# Task requirements
Report each line of the entries that contains the word "Lambaré", copied in full.

----- Supplied data

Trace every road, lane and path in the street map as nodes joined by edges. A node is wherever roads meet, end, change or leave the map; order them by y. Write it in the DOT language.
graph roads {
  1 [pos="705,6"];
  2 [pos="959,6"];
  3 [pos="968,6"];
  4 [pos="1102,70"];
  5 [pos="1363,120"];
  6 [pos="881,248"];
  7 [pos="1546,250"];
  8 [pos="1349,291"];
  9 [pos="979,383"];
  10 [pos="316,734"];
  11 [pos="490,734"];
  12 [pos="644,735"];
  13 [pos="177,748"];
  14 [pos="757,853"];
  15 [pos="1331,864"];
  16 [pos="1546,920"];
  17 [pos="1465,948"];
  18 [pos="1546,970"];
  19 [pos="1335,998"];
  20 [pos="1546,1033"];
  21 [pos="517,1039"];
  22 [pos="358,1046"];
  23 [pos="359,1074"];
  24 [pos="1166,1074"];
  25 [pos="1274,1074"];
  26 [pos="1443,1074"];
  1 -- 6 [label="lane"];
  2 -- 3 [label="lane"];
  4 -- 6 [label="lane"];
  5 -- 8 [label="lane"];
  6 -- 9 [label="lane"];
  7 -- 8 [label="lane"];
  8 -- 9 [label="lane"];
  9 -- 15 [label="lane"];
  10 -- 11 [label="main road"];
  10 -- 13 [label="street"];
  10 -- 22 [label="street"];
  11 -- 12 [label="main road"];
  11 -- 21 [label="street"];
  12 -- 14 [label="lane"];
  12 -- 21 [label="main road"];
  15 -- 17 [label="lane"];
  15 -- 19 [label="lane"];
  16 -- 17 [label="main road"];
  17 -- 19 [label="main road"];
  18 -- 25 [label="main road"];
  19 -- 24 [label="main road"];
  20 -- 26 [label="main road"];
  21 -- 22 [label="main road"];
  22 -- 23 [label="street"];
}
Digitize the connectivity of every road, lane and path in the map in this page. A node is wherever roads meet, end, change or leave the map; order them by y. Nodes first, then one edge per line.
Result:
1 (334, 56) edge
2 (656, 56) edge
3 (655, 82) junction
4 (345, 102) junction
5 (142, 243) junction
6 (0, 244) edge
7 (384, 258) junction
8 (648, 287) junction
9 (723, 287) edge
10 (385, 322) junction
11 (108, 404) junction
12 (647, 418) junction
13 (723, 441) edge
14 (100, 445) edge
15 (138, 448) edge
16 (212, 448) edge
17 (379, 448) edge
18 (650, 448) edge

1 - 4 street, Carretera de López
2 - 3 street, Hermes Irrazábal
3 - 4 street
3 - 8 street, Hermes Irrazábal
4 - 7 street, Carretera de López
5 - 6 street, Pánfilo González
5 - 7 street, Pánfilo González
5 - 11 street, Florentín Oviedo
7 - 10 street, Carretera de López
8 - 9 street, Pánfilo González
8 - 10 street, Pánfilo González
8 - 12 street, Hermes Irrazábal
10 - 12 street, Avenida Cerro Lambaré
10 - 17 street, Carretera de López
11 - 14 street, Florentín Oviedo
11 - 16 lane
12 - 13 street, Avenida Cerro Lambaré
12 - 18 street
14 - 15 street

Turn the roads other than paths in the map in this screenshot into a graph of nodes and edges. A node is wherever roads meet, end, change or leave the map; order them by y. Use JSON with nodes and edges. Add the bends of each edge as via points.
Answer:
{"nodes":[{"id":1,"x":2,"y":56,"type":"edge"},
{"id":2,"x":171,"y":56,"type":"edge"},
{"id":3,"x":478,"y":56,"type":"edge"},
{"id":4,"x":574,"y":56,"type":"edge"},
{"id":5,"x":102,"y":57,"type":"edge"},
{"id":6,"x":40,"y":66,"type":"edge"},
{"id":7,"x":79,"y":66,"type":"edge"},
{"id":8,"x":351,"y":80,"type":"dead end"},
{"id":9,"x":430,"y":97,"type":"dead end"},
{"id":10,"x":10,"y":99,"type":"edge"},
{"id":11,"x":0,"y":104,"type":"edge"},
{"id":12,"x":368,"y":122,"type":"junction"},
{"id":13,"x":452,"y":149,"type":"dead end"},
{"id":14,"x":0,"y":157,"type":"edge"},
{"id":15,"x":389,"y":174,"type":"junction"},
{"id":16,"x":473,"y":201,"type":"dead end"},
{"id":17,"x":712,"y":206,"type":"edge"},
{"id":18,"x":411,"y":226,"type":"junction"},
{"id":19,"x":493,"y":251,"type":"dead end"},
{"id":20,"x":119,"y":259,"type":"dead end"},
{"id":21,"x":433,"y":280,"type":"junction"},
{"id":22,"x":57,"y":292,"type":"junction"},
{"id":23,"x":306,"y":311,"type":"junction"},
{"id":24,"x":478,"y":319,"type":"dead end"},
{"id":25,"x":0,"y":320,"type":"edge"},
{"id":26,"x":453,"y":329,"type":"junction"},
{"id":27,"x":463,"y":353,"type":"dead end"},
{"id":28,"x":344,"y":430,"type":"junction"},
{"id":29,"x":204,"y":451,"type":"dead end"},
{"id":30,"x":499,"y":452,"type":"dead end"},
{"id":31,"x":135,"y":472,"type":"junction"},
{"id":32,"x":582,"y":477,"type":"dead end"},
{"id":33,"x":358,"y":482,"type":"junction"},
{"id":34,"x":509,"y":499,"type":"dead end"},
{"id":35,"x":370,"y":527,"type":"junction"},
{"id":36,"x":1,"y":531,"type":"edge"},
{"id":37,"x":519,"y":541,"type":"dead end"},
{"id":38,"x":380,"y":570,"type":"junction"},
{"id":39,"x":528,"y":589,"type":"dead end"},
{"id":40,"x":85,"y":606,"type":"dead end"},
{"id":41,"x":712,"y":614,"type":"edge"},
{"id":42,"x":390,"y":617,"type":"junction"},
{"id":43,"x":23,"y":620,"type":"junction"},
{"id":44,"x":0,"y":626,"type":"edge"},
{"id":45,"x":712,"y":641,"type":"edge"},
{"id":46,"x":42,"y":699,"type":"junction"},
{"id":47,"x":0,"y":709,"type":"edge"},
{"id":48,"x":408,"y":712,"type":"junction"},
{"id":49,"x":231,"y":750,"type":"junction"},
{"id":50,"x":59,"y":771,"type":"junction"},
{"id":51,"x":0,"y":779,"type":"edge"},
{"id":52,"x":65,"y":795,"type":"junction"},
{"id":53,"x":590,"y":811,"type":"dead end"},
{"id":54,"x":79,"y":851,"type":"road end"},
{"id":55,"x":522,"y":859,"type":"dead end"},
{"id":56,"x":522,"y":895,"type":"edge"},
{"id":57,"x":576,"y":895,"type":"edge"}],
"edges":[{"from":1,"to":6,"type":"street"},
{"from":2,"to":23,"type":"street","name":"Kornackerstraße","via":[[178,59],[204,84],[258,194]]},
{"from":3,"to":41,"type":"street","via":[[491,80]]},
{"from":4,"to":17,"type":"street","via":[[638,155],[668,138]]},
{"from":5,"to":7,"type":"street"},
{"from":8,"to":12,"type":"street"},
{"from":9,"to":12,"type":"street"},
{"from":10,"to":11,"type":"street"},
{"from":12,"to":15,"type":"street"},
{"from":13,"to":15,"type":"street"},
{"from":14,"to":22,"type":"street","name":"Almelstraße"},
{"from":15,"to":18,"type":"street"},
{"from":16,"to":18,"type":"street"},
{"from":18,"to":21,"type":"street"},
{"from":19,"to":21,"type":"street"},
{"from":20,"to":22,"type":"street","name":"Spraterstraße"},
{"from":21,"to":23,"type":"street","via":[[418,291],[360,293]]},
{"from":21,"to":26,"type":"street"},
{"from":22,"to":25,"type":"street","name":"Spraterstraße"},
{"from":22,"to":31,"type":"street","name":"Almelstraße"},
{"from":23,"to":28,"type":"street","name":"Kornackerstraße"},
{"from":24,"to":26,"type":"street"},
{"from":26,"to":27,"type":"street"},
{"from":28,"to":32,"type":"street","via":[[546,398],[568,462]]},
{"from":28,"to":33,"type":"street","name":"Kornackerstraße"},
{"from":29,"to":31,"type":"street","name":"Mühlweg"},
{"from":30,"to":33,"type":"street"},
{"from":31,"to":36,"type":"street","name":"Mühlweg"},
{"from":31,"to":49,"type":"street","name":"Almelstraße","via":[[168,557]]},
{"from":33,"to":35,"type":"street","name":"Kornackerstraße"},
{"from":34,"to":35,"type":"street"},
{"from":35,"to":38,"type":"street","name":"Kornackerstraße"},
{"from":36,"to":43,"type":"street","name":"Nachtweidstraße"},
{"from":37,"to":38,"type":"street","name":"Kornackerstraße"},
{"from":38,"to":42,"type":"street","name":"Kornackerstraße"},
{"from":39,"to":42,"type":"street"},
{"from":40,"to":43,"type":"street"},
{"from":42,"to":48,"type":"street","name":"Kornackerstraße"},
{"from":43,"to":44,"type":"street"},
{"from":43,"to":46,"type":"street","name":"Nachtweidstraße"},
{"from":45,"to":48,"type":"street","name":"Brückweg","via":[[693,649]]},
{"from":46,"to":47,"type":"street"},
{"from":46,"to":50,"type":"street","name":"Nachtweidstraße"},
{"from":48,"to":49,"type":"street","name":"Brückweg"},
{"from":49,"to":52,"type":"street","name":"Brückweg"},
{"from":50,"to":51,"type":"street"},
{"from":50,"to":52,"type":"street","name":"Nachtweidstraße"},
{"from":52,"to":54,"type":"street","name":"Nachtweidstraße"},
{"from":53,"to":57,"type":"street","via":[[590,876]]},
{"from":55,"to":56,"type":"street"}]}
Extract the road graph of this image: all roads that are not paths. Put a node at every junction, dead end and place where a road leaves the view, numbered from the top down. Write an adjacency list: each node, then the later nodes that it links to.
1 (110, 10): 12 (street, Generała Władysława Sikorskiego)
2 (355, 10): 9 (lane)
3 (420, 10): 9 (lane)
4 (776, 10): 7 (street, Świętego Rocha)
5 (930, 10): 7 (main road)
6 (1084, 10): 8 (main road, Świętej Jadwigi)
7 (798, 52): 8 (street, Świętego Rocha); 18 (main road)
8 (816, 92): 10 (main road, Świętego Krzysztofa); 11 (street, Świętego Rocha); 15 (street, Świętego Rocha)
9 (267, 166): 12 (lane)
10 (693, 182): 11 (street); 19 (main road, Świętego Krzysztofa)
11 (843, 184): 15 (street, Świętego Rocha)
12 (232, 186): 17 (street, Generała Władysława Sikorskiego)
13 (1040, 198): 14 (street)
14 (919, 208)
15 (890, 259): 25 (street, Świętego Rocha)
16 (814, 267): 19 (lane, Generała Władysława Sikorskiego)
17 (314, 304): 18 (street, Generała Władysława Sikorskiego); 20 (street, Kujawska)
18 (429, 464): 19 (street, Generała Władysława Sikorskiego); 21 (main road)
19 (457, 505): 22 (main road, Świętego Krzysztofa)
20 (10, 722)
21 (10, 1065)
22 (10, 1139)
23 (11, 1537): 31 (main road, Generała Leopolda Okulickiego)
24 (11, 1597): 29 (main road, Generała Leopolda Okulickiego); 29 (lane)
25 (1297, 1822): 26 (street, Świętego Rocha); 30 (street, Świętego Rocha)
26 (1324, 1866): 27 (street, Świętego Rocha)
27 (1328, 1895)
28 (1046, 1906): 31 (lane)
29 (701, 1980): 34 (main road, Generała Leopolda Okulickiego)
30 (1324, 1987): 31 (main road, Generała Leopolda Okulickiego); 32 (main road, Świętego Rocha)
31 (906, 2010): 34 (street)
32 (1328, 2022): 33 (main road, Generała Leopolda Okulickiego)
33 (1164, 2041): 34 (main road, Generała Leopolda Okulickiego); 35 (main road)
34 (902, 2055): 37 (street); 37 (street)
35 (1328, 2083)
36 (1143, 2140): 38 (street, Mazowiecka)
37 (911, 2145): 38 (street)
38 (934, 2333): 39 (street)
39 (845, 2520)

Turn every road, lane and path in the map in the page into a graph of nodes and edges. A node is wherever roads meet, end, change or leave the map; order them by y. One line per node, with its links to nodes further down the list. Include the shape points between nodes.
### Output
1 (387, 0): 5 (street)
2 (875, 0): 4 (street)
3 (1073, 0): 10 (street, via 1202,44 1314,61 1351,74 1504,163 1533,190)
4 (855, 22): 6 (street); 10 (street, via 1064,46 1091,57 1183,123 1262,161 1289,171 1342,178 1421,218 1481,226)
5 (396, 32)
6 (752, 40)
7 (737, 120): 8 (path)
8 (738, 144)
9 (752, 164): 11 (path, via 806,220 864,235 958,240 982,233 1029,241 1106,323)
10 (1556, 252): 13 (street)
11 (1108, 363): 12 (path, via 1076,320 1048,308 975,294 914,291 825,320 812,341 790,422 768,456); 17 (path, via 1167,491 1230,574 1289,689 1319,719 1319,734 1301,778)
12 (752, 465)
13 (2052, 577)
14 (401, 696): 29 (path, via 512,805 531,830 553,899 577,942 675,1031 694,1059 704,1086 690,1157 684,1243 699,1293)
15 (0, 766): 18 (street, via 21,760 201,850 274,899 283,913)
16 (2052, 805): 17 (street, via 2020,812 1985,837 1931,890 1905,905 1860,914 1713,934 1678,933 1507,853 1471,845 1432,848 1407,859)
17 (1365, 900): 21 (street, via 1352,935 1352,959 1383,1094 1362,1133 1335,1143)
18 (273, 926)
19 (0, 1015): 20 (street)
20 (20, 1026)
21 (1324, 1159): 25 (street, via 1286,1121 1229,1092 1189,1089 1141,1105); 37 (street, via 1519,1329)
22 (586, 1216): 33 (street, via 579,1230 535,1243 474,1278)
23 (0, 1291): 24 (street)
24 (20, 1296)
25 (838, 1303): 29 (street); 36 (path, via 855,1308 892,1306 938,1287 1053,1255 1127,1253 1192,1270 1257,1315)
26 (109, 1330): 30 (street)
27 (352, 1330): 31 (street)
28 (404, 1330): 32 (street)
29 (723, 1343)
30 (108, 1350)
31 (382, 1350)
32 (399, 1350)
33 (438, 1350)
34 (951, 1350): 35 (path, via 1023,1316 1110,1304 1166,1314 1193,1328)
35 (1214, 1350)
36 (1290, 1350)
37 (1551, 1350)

----------

# Response for this exercise
10 - 12 street, Avenida Cerro Lambaré
12 - 13 street, Avenida Cerro Lambaré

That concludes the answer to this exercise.